▸ **Collected data entries**:
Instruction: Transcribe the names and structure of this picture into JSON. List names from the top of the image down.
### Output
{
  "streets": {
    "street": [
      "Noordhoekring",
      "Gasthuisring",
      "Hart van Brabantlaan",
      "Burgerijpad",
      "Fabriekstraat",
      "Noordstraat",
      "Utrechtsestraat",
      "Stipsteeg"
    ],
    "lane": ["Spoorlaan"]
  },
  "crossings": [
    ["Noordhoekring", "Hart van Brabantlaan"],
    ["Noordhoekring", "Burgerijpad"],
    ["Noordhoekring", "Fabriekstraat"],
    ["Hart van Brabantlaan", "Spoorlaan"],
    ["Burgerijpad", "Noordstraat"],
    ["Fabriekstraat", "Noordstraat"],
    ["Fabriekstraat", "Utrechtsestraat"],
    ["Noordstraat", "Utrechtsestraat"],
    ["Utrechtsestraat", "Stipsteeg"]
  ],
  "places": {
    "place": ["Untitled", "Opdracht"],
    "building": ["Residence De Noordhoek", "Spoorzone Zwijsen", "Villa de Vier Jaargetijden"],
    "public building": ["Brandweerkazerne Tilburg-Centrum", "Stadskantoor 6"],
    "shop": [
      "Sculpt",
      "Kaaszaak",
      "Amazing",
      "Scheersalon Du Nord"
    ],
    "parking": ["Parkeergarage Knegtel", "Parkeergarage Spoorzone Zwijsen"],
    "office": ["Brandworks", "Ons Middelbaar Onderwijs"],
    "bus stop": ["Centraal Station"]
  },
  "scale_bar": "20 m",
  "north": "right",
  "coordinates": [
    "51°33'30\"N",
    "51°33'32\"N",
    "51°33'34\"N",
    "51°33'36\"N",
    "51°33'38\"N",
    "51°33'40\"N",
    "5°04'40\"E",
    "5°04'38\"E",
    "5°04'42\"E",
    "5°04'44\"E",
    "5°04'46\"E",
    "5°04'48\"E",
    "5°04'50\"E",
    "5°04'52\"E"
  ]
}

▸ **PROBLEM TO WORK ON**:
Show all lines in the entries above where the word "Noordstraat" appears.

▸ **EXERCISE RESULT**:
      "Noordstraat",
    ["Burgerijpad", "Noordstraat"],
    ["Fabriekstraat", "Noordstraat"],
    ["Noordstraat", "Utrechtsestraat"],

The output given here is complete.